:: Data for processing
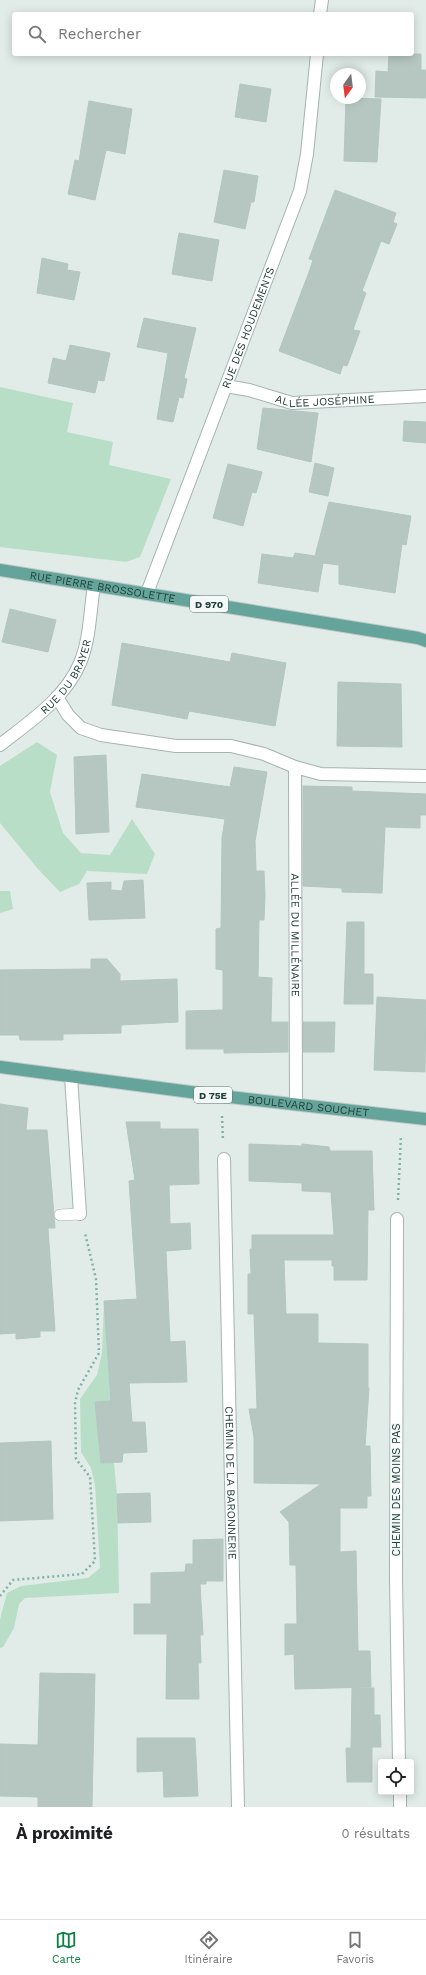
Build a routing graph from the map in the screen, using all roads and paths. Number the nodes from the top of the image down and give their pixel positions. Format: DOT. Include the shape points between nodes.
graph roads {
  1 [pos="322,0"];
  2 [pos="320,12"];
  3 [pos="317,56"];
  4 [pos="226,386"];
  5 [pos="426,396"];
  6 [pos="0,570"];
  7 [pos="94,586"];
  8 [pos="147,593"];
  9 [pos="423,639"];
  10 [pos="57,697"];
  11 [pos="0,746"];
  12 [pos="295,767"];
  13 [pos="426,776"];
  14 [pos="0,1067"];
  15 [pos="71,1076"];
  16 [pos="221,1096"];
  17 [pos="296,1104"];
  18 [pos="402,1116"];
  19 [pos="426,1119"];
  20 [pos="224,1159"];
  21 [pos="80,1214"];
  22 [pos="60,1215"];
  23 [pos="397,1219"];
  24 [pos="0,1596"];
  25 [pos="399,1759"];
  26 [pos="400,1795"];
  27 [pos="238,1807"];
  28 [pos="400,1807"];
  1 -- 2 [label="street"];
  3 -- 4 [label="street, RUE DES HOUDEMENTS" via="307,154 300,191"];
  4 -- 5 [label="street, ALLÉE JOSÉPHINE" via="292,403"];
  4 -- 8 [label="street, RUE DES HOUDEMENTS"];
  6 -- 7 [label="main road, RUE PIERRE BROSSOLETTE / D 970"];
  7 -- 8 [label="main road, RUE PIERRE BROSSOLETTE / D 970"];
  7 -- 10 [label="street, RUE DU BRAYER" via="80,662 74,677"];
  8 -- 9 [label="main road, RUE PIERRE BROSSOLETTE / D 970"];
  10 -- 11 [label="street, RUE DU BRAYER"];
  10 -- 12 [label="street" via="68,715 81,728 101,735 176,746 231,746 264,754"];
  12 -- 13 [label="street" via="322,774"];
  12 -- 17 [label="street, ALLÉE DU MILLÉNAIRE"];
  14 -- 15 [label="main road, BOULEVARD SOUCHET / D 75E"];
  15 -- 16 [label="main road, BOULEVARD SOUCHET / D 75E"];
  15 -- 21 [label="street"];
  16 -- 17 [label="main road, BOULEVARD SOUCHET / D 75E"];
  16 -- 20 [label="path"];
  17 -- 18 [label="main road, BOULEVARD SOUCHET / D 75E"];
  18 -- 19 [label="main road, BOULEVARD SOUCHET / D 75E"];
  18 -- 23 [label="path"];
  20 -- 27 [label="street, CHEMIN DE LA BARONNERIE"];
  21 -- 22 [label="lane"];
  21 -- 24 [label="path" via="96,1279 99,1353 78,1390 75,1403 76,1459 90,1477 95,1561 82,1574 13,1580"];
  23 -- 25 [label="street, CHEMIN DES MOINS PAS" via="396,1580"];
  26 -- 28 [label="street"];
}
::::
Task goal: Repeat, exactly and in full, every entry in the data, but not the pictures.

Finished exercise:
Build a routing graph from the map in the screen, using all roads and paths. Number the nodes from the top of the image down and give their pixel positions. Format: DOT. Include the shape points between nodes.
graph roads {
  1 [pos="322,0"];
  2 [pos="320,12"];
  3 [pos="317,56"];
  4 [pos="226,386"];
  5 [pos="426,396"];
  6 [pos="0,570"];
  7 [pos="94,586"];
  8 [pos="147,593"];
  9 [pos="423,639"];
  10 [pos="57,697"];
  11 [pos="0,746"];
  12 [pos="295,767"];
  13 [pos="426,776"];
  14 [pos="0,1067"];
  15 [pos="71,1076"];
  16 [pos="221,1096"];
  17 [pos="296,1104"];
  18 [pos="402,1116"];
  19 [pos="426,1119"];
  20 [pos="224,1159"];
  21 [pos="80,1214"];
  22 [pos="60,1215"];
  23 [pos="397,1219"];
  24 [pos="0,1596"];
  25 [pos="399,1759"];
  26 [pos="400,1795"];
  27 [pos="238,1807"];
  28 [pos="400,1807"];
  1 -- 2 [label="street"];
  3 -- 4 [label="street, RUE DES HOUDEMENTS" via="307,154 300,191"];
  4 -- 5 [label="street, ALLÉE JOSÉPHINE" via="292,403"];
  4 -- 8 [label="street, RUE DES HOUDEMENTS"];
  6 -- 7 [label="main road, RUE PIERRE BROSSOLETTE / D 970"];
  7 -- 8 [label="main road, RUE PIERRE BROSSOLETTE / D 970"];
  7 -- 10 [label="street, RUE DU BRAYER" via="80,662 74,677"];
  8 -- 9 [label="main road, RUE PIERRE BROSSOLETTE / D 970"];
  10 -- 11 [label="street, RUE DU BRAYER"];
  10 -- 12 [label="street" via="68,715 81,728 101,735 176,746 231,746 264,754"];
  12 -- 13 [label="street" via="322,774"];
  12 -- 17 [label="street, ALLÉE DU MILLÉNAIRE"];
  14 -- 15 [label="main road, BOULEVARD SOUCHET / D 75E"];
  15 -- 16 [label="main road, BOULEVARD SOUCHET / D 75E"];
  15 -- 21 [label="street"];
  16 -- 17 [label="main road, BOULEVARD SOUCHET / D 75E"];
  16 -- 20 [label="path"];
  17 -- 18 [label="main road, BOULEVARD SOUCHET / D 75E"];
  18 -- 19 [label="main road, BOULEVARD SOUCHET / D 75E"];
  18 -- 23 [label="path"];
  20 -- 27 [label="street, CHEMIN DE LA BARONNERIE"];
  21 -- 22 [label="lane"];
  21 -- 24 [label="path" via="96,1279 99,1353 78,1390 75,1403 76,1459 90,1477 95,1561 82,1574 13,1580"];
  23 -- 25 [label="street, CHEMIN DES MOINS PAS" via="396,1580"];
  26 -- 28 [label="street"];
}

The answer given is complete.